Australian data records that ~7 tonnes of bitumen is required to surface each kilometre of a one-lane-each-way secondary road. Using plasticized bitumen at a ratio of 1:10 would therefore use ~0.7 tonnes plastic waste/kilometer of road. Considering the annual US creation generation of ~185,250 tonnes of dialysis plastic, some 265,000 kilometres of 1:10 plasticized road surface could be laid. In US parlance, that is 165,625 miles of single lane roadway. And...how cool it would be for dialysis patients, out for a Sunday drive, to think...hey, I helped build that!
Now, this approach begs several questions: (1) That all plastic is re-used, (2) That none is wasted, and (3) That the re-cycling loop is tightly closed. In practice, these would never happen. But, even if only half the plastic shreddate were to find its way into road resurfacing, it would still resurface a lot of road!
One thing is certain: we need to do better at the back-end of care than we are now. For the future of our planet, and those who come after us, we need to think about this stuff.

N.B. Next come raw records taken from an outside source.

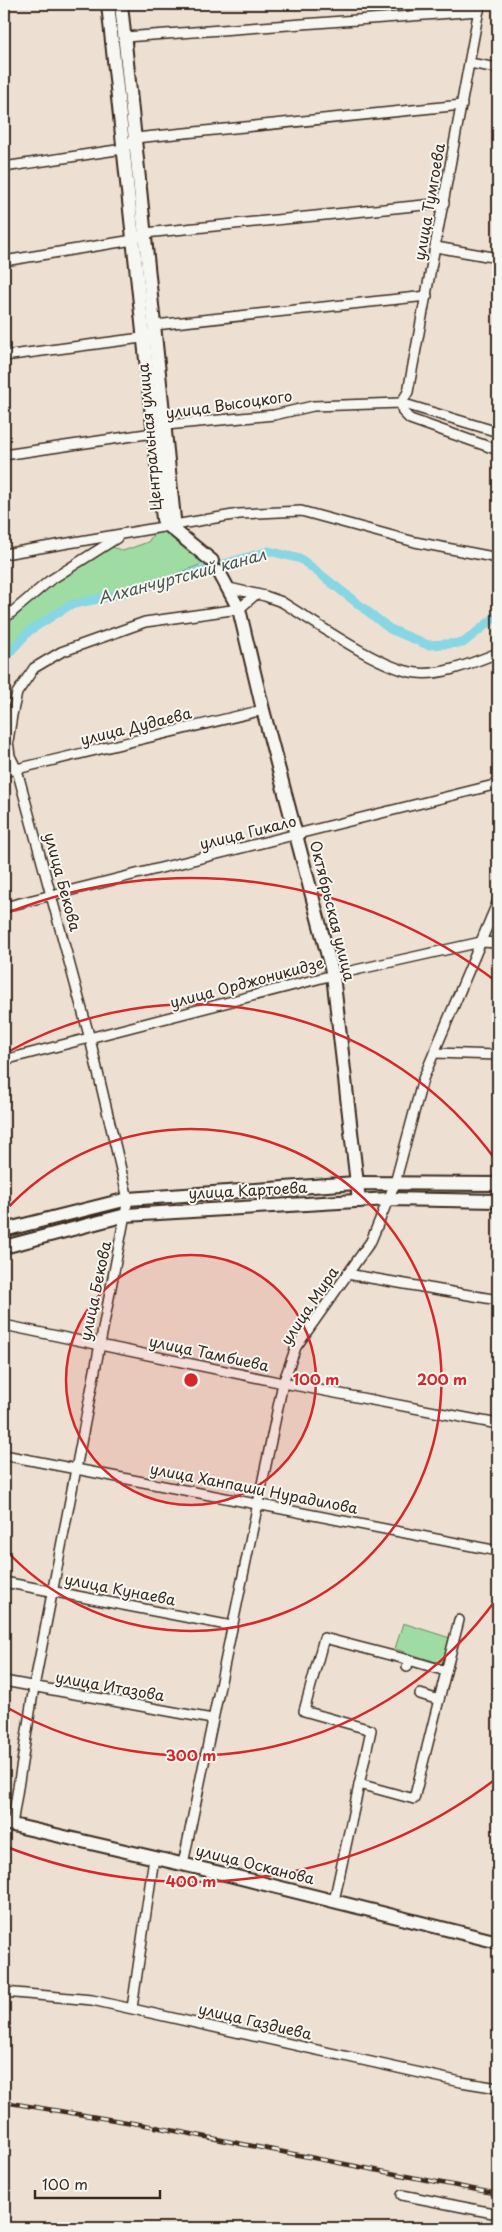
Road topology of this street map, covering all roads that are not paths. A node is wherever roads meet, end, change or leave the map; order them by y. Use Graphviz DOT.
graph roads {
  1 [pos="108,4"];
  2 [pos="121,4"];
  3 [pos="480,7"];
  4 [pos="125,37"];
  5 [pos="469,63"];
  6 [pos="498,68"];
  7 [pos="462,104"];
  8 [pos="135,138"];
  9 [pos="123,149"];
  10 [pos="4,167"];
  11 [pos="444,203"];
  12 [pos="145,233"];
  13 [pos="133,240"];
  14 [pos="436,247"];
  15 [pos="498,258"];
  16 [pos="4,261"];
  17 [pos="427,296"];
  18 [pos="156,331"];
  19 [pos="143,338"];
  20 [pos="4,356"];
  21 [pos="401,402"];
  22 [pos="166,425"];
  23 [pos="498,432"];
  24 [pos="153,433"];
  25 [pos="498,450"];
  26 [pos="4,455"];
  27 [pos="169,524"];
  28 [pos="121,535"];
  29 [pos="4,554"];
  30 [pos="498,558"];
  31 [pos="212,561"];
  32 [pos="219,572"];
  33 [pos="229,588"];
  34 [pos="255,595"];
  35 [pos="239,609"];
  36 [pos="4,619"];
  37 [pos="498,653"];
  38 [pos="262,710"];
  39 [pos="17,770"];
  40 [pos="4,772"];
  41 [pos="498,784"];
  42 [pos="296,835"];
  43 [pos="52,895"];
  44 [pos="498,901"];
  45 [pos="4,907"];
  46 [pos="481,942"];
  47 [pos="498,943"];
  48 [pos="333,975"];
  49 [pos="90,1039"];
  50 [pos="434,1053"];
  51 [pos="498,1056"];
  52 [pos="4,1060"];
  53 [pos="394,1183"];
  54 [pos="356,1184"];
  55 [pos="498,1184"];
  56 [pos="128,1199"];
  57 [pos="389,1199"];
  58 [pos="359,1200"];
  59 [pos="498,1201"];
  60 [pos="126,1215"];
  61 [pos="4,1230"];
  62 [pos="4,1247"];
  63 [pos="348,1274"];
  64 [pos="498,1300"];
  65 [pos="4,1325"];
  66 [pos="99,1345"];
  67 [pos="283,1383"];
  68 [pos="498,1424"];
  69 [pos="4,1455"];
  70 [pos="75,1469"];
  71 [pos="258,1503"];
  72 [pos="498,1551"];
  73 [pos="4,1582"];
  74 [pos="52,1591"];
  75 [pos="459,1620"];
  76 [pos="232,1626"];
  77 [pos="446,1671"];
  78 [pos="4,1681"];
  79 [pos="34,1687"];
  80 [pos="420,1694"];
  81 [pos="439,1700"];
  82 [pos="212,1719"];
  83 [pos="359,1784"];
  84 [pos="8,1824"];
  85 [pos="154,1858"];
  86 [pos="183,1864"];
  87 [pos="334,1901"];
  88 [pos="498,1942"];
  89 [pos="4,1992"];
  90 [pos="132,2008"];
  91 [pos="498,2088"];
  92 [pos="402,2196"];
  93 [pos="498,2214"];
  1 -- 9 [label="street, Центральная улица"];
  2 -- 4 [label="street, Центральная улица"];
  3 -- 4 [label="street"];
  3 -- 5 [label="street, улица Тумгоева"];
  4 -- 8 [label="street, Центральная улица"];
  5 -- 6 [label="street"];
  5 -- 7 [label="street, улица Тумгоева"];
  7 -- 8 [label="street"];
  7 -- 11 [label="street, улица Тумгоева"];
  8 -- 9 [label="street"];
  8 -- 12 [label="street, Центральная улица"];
  9 -- 10 [label="street"];
  9 -- 13 [label="street, Центральная улица"];
  11 -- 12 [label="street"];
  11 -- 14 [label="street, улица Тумгоева"];
  12 -- 13 [label="street"];
  12 -- 18 [label="street, Центральная улица"];
  13 -- 16 [label="street"];
  13 -- 19 [label="street, Центральная улица"];
  14 -- 15 [label="street"];
  14 -- 17 [label="street, улица Тумгоева"];
  17 -- 18 [label="street"];
  17 -- 21 [label="street, улица Тумгоева"];
  18 -- 19 [label="street"];
  18 -- 22 [label="street, Центральная улица"];
  19 -- 20 [label="street"];
  19 -- 24 [label="street, Центральная улица"];
  21 -- 22 [label="street, улица Высоцкого"];
  21 -- 23 [label="street, улица Высоцкого"];
  21 -- 25 [label="street"];
  22 -- 24 [label="street, улица Высоцкого"];
  22 -- 27 [label="street, Центральная улица"];
  24 -- 26 [label="street, улица Высоцкого"];
  24 -- 27 [label="street, Центральная улица"];
  27 -- 28 [label="street"];
  27 -- 30 [label="street"];
  27 -- 31 [label="street"];
  28 -- 29 [label="street"];
  28 -- 36 [label="street"];
  32 -- 33 [label="street, Октябрьская улица"];
  33 -- 34 [label="street"];
  33 -- 35 [label="street, Октябрьская улица"];
  34 -- 35 [label="street"];
  34 -- 37 [label="street"];
  35 -- 38 [label="street, Октябрьская улица"];
  35 -- 39 [label="street, улица Бекова"];
  38 -- 39 [label="street, улица Дудаева"];
  38 -- 42 [label="street, Октябрьская улица"];
  39 -- 40 [label="street, улица Дудаева"];
  39 -- 43 [label="street, улица Бекова"];
  41 -- 42 [label="street, улица Гикало"];
  42 -- 43 [label="street, улица Гикало"];
  42 -- 48 [label="street, Октябрьская улица"];
  43 -- 45 [label="street, улица Гикало"];
  43 -- 49 [label="street, улица Бекова"];
  44 -- 46 [label="street, улица Мира"];
  46 -- 47 [label="street, улица Орджоникидзе"];
  46 -- 48 [label="street, улица Орджоникидзе"];
  46 -- 50 [label="street, улица Мира"];
  48 -- 49 [label="street, улица Орджоникидзе"];
  48 -- 54 [label="street, Октябрьская улица"];
  49 -- 52 [label="street, улица Орджоникидзе"];
  49 -- 56 [label="street, улица Бекова"];
  50 -- 51 [label="street"];
  50 -- 53 [label="street, улица Мира"];
  53 -- 54 [label="street, улица Картоева"];
  53 -- 55 [label="street, улица Картоева"];
  53 -- 57 [label="street, улица Мира"];
  54 -- 56 [label="street, улица Картоева"];
  54 -- 58 [label="street, Октябрьская улица"];
  56 -- 60 [label="street, улица Бекова"];
  56 -- 61 [label="street, улица Картоева"];
  57 -- 58 [label="street, улица Картоева"];
  57 -- 59 [label="street, улица Картоева"];
  57 -- 63 [label="street, улица Мира"];
  58 -- 60 [label="street, улица Картоева"];
  60 -- 62 [label="street, улица Картоева"];
  60 -- 66 [label="street, улица Бекова"];
  63 -- 64 [label="street"];
  63 -- 67 [label="street, улица Мира"];
  65 -- 66 [label="street, улица Тамбиева"];
  66 -- 67 [label="street, улица Тамбиева"];
  66 -- 70 [label="street, улица Бекова"];
  67 -- 68 [label="street, улица Тамбиева"];
  67 -- 71 [label="street, улица Мира"];
  69 -- 70 [label="street, улица Ханпаши Нурадилова"];
  70 -- 71 [label="street, улица Ханпаши Нурадилова"];
  70 -- 74 [label="street, улица Бекова"];
  71 -- 72 [label="street, улица Ханпаши Нурадилова"];
  71 -- 76 [label="street, улица Мира"];
  73 -- 74 [label="street, улица Кунаева"];
  74 -- 76 [label="street, улица Кунаева"];
  74 -- 79 [label="street, улица Бекова"];
  75 -- 77 [label="street"];
  76 -- 82 [label="street, улица Мира"];
  77 -- 81 [label="street"];
  77 -- 83 [label="street"];
  78 -- 79 [label="street, улица Итазова"];
  79 -- 82 [label="street, улица Итазова"];
  79 -- 84 [label="street, улица Бекова"];
  80 -- 81 [label="street"];
  81 -- 83 [label="street"];
  82 -- 86 [label="street, улица Мира"];
  83 -- 87 [label="street"];
  84 -- 85 [label="street, улица Осканова"];
  85 -- 86 [label="street, улица Осканова"];
  85 -- 90 [label="street"];
  86 -- 87 [label="street, улица Осканова"];
  87 -- 88 [label="street, улица Осканова"];
  89 -- 90 [label="street, улица Газдиева"];
  90 -- 91 [label="street, улица Газдиева"];
  92 -- 93 [label="street"];
}
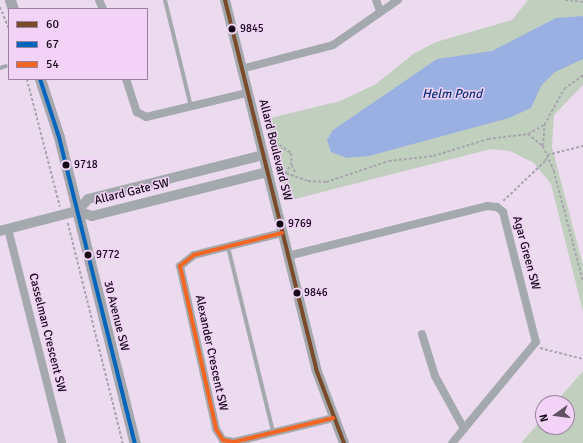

I have published widely on the topic of dialysis and the environment, from the broader impact of climate change on nephrology(1), to the re-use or dialysis water resources (2,3,4), the use of alternative power for dialysis(5), the contribution of dialysis to the healthcare carbon footprint(6) and on the environmental imperatives facing dialysis and in particular, the impact of dialysis-generated waste(7, 8).
Despite this, a wide disinterest still pervades our space. But somewhere, somehow, and sooner or later, someone must take up the running on this—before it is too late.
- Barraclough K, Holt SD, Agar JWM. Climate Change and Us: What Nephrologists need to know. Nephrology (Carlton). 2015: 20(10): 760-766.
- Agar JWM, Simmonds RE, Knight R. Using water wisely: New, essential and affordable water conservation practices for both facility and home hemodialysis. Hemodialysis International 13(1):32-37, January 2009.
- Agar JWM. Recycling Dialysis Wastewater: ‘The Elephant in the Room’. (Requested Editorial) American Journal Kidney Disease.2008. 52(1): 10-12.
- Agar JWM. Re-using and Re-cycling Dialysis Reverse Osmosis Reject Water. Kidney International: [‘Sans Fronteires’ Special Article]. 2015. 88, 653-657.
- Agar JWM, Perkins A, Tjipto A. Solar-assisted Hemodialysis. CJASN. 2012: 7 (2); 310-314. February 2012.
- Lim AE, Perkins A, Agar JWM. The Carbon Footprint of an Australian Satellite Haemodialysis Unit. Australian Health Review. 2013. 37(3): 369-74.
- Agar JWM. It is time for Green Dialysis. (Editorial). Hemodialysis International. 2013. 17 (4): 474-478.
- Agar JWM. Green Dialysis: The Environmental Challenges Ahead. Seminars in Dialysis [Special Edition “Views, Visions and Vistas in Dialysis”]. 2015. 28(2). 186-192.